Exercise description:
For the word "Bart", return each line of the data in which it occurs.

Collected data entries:
--

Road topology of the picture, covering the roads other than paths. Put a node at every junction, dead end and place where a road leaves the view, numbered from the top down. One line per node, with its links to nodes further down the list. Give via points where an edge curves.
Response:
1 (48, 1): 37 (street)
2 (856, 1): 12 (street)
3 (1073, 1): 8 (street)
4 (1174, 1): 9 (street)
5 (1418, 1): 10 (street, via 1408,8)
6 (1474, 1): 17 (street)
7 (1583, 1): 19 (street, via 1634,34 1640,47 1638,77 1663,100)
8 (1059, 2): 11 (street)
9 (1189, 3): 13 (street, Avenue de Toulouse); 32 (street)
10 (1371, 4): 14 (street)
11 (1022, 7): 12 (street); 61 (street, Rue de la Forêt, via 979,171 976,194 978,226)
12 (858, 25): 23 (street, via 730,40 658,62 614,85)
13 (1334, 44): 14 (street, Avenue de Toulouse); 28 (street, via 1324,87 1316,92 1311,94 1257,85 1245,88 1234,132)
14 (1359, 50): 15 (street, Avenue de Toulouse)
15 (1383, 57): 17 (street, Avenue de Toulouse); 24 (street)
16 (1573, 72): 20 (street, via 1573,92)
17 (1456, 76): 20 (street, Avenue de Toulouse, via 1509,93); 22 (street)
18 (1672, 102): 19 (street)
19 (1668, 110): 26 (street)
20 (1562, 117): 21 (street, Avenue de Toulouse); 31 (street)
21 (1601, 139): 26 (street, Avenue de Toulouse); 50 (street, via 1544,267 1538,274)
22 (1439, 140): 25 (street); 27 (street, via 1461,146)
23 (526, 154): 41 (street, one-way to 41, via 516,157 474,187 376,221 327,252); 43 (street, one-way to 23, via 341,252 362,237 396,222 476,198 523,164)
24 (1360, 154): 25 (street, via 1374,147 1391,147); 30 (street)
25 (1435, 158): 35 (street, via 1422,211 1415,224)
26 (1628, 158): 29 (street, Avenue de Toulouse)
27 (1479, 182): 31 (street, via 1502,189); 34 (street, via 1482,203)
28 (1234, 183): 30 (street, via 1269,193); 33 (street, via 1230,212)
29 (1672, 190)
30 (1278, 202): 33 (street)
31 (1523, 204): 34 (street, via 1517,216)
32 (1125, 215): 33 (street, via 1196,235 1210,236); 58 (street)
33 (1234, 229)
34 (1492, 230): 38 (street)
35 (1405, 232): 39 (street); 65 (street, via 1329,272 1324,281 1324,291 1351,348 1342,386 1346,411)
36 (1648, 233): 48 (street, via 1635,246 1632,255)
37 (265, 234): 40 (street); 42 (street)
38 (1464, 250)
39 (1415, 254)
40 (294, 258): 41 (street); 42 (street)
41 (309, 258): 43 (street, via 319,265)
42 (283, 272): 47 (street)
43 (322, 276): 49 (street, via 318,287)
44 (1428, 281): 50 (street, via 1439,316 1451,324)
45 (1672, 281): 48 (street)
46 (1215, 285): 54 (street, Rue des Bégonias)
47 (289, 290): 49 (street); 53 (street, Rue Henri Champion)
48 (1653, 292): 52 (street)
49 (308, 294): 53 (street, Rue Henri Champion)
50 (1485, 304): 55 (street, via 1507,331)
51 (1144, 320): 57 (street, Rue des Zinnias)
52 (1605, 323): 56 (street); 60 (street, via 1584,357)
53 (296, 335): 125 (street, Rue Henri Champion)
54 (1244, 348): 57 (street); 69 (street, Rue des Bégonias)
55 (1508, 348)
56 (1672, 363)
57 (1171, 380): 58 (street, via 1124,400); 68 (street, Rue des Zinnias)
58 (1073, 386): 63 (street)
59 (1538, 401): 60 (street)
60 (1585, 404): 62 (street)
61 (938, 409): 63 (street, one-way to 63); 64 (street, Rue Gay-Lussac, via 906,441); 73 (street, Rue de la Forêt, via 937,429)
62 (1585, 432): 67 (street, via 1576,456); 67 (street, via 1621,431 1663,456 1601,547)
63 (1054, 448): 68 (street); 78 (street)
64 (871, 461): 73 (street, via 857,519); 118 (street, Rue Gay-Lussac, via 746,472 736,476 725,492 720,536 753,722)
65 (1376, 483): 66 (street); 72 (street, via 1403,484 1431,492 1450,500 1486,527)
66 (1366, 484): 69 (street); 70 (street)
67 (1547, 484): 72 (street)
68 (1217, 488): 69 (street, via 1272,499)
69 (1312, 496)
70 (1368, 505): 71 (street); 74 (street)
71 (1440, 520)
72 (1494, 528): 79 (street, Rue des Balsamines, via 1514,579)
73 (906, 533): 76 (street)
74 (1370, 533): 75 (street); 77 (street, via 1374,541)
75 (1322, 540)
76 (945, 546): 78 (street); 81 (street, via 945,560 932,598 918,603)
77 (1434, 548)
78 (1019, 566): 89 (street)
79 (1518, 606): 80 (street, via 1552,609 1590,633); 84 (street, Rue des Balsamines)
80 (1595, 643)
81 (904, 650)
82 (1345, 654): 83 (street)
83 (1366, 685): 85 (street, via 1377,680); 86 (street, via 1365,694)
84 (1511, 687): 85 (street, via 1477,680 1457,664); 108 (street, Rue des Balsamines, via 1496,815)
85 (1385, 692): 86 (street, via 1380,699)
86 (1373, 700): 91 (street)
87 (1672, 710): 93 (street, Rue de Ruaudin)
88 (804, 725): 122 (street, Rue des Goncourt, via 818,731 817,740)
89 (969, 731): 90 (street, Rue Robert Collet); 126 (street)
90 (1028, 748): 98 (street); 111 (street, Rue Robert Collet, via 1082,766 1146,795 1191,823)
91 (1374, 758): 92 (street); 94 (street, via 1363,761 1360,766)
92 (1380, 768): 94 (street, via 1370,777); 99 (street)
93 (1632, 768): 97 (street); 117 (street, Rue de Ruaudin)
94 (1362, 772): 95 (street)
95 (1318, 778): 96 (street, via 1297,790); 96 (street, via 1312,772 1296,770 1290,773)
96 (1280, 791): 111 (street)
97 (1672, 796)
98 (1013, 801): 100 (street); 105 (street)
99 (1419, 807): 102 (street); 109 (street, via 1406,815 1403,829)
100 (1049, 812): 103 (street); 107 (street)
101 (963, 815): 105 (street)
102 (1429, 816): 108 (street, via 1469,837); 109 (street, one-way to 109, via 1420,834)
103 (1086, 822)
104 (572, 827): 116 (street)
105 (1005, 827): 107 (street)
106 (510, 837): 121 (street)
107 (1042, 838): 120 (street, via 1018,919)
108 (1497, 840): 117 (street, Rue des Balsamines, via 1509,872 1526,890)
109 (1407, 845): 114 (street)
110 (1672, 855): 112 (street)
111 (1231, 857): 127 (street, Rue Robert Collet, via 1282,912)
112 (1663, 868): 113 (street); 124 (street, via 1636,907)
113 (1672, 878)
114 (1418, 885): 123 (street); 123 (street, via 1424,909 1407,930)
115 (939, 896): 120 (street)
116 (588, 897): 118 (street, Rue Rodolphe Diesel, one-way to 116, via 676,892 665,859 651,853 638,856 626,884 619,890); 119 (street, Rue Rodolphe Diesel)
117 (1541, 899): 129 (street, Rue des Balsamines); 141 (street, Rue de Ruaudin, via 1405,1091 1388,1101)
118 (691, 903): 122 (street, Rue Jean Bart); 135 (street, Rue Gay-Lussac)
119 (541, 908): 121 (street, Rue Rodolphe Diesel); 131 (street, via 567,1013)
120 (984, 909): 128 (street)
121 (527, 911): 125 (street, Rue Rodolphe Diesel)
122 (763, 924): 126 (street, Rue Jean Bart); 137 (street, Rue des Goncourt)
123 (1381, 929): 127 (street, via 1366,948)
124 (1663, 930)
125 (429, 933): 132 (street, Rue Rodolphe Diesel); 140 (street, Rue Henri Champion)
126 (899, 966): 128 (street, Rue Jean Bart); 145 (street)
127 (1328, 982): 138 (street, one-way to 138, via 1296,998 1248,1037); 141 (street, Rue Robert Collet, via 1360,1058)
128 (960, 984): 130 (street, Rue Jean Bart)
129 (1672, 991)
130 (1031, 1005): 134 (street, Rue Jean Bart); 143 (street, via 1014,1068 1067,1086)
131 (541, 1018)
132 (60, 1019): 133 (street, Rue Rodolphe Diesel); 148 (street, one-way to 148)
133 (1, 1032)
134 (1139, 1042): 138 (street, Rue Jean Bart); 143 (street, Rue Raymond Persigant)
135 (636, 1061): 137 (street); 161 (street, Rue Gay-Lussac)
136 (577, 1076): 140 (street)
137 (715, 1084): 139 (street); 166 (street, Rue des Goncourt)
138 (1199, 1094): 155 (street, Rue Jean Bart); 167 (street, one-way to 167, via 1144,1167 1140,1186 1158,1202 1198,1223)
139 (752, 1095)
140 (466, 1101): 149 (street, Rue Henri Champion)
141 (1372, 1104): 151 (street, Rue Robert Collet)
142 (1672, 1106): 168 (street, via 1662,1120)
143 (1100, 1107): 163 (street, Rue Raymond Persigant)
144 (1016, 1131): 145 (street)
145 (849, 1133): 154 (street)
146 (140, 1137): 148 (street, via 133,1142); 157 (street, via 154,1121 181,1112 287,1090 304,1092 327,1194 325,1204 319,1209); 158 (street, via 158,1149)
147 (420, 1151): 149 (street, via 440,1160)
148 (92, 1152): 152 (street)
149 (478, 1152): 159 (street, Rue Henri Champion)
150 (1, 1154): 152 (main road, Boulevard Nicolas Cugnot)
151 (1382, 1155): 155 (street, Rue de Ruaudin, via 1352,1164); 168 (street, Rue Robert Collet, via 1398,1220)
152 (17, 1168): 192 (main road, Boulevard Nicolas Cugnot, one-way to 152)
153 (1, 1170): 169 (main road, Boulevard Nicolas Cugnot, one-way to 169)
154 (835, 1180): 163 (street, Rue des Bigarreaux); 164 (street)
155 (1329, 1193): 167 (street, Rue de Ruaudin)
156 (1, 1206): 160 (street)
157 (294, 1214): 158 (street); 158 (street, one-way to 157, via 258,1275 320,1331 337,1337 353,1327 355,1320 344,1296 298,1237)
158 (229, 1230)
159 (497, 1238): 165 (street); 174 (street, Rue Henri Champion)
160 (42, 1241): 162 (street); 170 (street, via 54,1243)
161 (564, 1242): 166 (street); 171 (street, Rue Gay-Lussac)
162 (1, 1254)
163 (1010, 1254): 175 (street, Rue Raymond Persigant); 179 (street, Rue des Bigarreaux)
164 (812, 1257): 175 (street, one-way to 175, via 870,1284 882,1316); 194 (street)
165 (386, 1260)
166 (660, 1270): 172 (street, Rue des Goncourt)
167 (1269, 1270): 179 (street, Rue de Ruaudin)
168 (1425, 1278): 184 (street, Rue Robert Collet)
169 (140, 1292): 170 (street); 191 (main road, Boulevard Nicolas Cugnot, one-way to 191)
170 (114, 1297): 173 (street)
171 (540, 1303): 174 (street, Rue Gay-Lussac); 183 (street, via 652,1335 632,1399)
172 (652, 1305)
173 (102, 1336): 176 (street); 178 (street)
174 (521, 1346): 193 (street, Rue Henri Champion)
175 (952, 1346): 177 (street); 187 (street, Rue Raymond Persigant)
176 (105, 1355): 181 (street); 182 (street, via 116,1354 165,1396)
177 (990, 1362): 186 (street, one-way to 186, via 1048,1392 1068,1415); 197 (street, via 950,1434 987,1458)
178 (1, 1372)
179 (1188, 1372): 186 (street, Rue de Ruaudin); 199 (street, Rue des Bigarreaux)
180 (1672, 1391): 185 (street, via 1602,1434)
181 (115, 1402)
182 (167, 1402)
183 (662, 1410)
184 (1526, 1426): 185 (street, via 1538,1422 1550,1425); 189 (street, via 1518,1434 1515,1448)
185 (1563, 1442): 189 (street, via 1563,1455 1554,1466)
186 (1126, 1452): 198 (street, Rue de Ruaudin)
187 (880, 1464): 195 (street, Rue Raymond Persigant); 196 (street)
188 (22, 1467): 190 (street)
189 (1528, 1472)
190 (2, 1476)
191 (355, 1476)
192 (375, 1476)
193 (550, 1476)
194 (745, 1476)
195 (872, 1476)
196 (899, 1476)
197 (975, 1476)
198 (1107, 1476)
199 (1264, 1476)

--

Result below:
118 (691, 903): 122 (street, Rue Jean Bart); 135 (street, Rue Gay-Lussac)
122 (763, 924): 126 (street, Rue Jean Bart); 137 (street, Rue des Goncourt)
126 (899, 966): 128 (street, Rue Jean Bart); 145 (street)
128 (960, 984): 130 (street, Rue Jean Bart)
130 (1031, 1005): 134 (street, Rue Jean Bart); 143 (street, via 1014,1068 1067,1086)
134 (1139, 1042): 138 (street, Rue Jean Bart); 143 (street, Rue Raymond Persigant)
138 (1199, 1094): 155 (street, Rue Jean Bart); 167 (street, one-way to 167, via 1144,1167 1140,1186 1158,1202 1198,1223)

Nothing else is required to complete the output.